Kevin Keyes
Analyst · Bank of America Merrill Lynch.
Well, Ken, it's a relevant question of defensiveness, because we're always defensive. I think in terms of the catalysts, I would step back, I'm kind of surprised that the mortgage reactions, for instance, the fiscal policy, I mean it was favorable, what needed to be issued late last year into this year in terms of how to pay for, what the government's plan is. So I'm just kind of surprised on a look-back basis as to how the market has reacted. Looking forward, that just tells you, no one here is [indiscernible]. So what we've done is, I think it's really episodic. I think we grow our businesses literally on a week-to-week basis as well as we strength them. So we don't look at, if it’s three hikes or four hikes, how that impacts what we do. And I will ask David to comment as well, but the overlay here is, I'm assuming this market thankfully is going to return to some data dependency, you can see that with the preoccupation yesterday and today, which is the numbers because we have a Federal Reserve with a different person in the seat that is probably going to be more like that than the predecessor. So that in tune means a more market focused on fundamentals and I think the market that’s focused on more fundamentals was a market that just had a severe shock to it.

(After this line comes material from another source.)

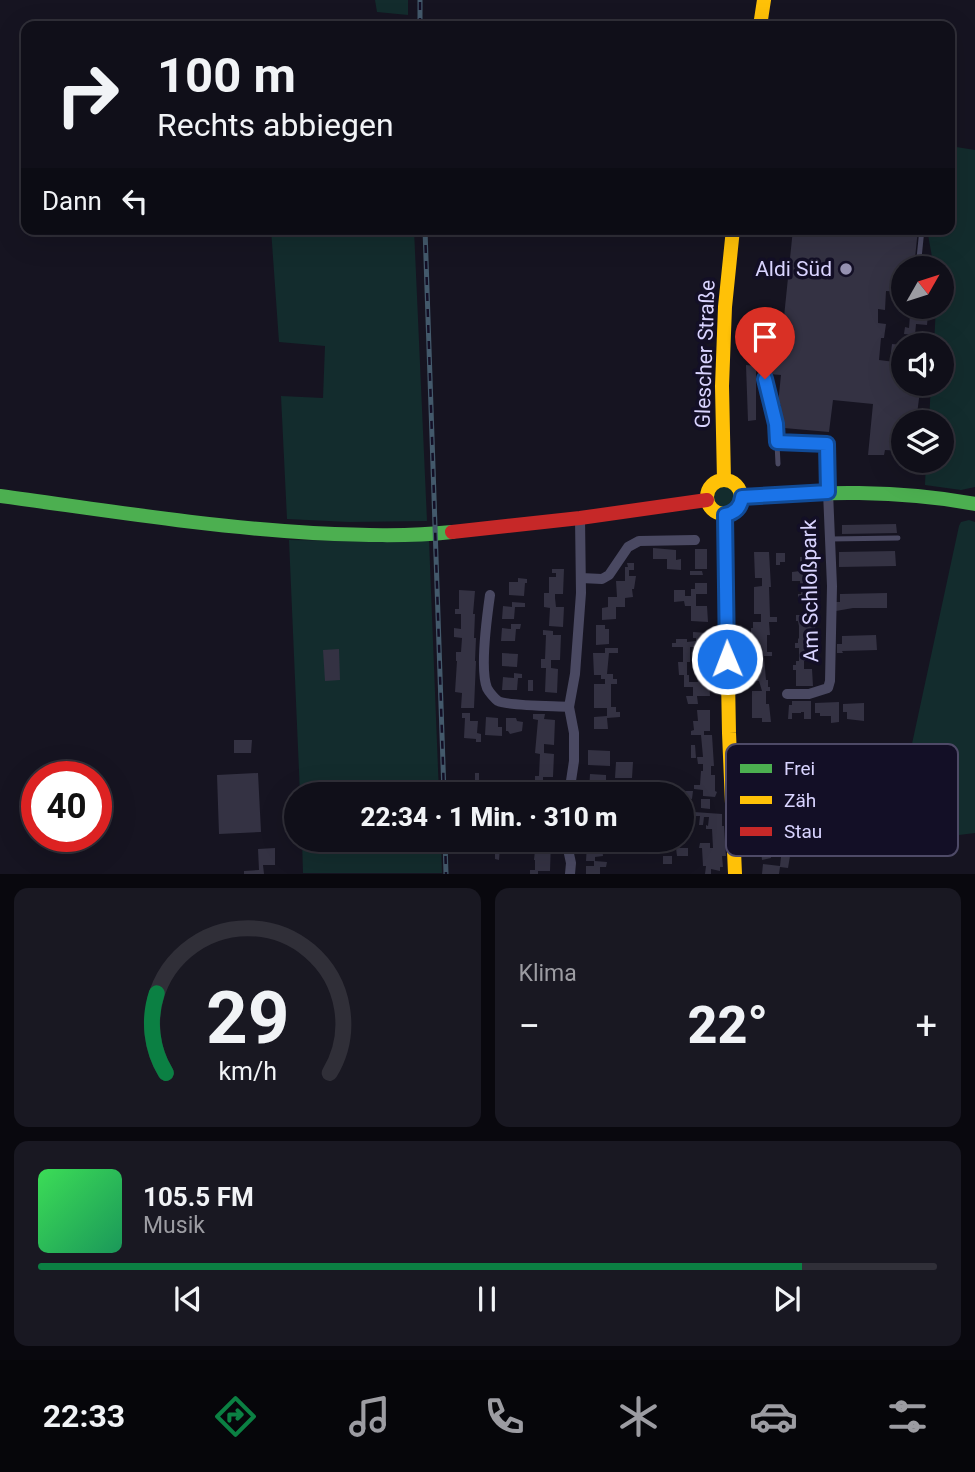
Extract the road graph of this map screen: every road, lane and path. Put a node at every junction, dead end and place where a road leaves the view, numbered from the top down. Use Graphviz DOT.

So we like this volatility, which is the output I think for people stepping back and taking a look at the fundamentals, which really hasn’t been done that -- I think that deeply in the past couple of years. So there is a confluence of events. I don't think we look at any one event as the one that flashes green for us, we have fiscal policy, we have tax policy, we have a new Fed share and not to mention, the global risks that are always out there. So I think we're just built to anticipate, not to speculate and that's kind of how we've delivered. We don't have to be the smartest guy in the room every month, because of our options. Our options by definition make us very competitive.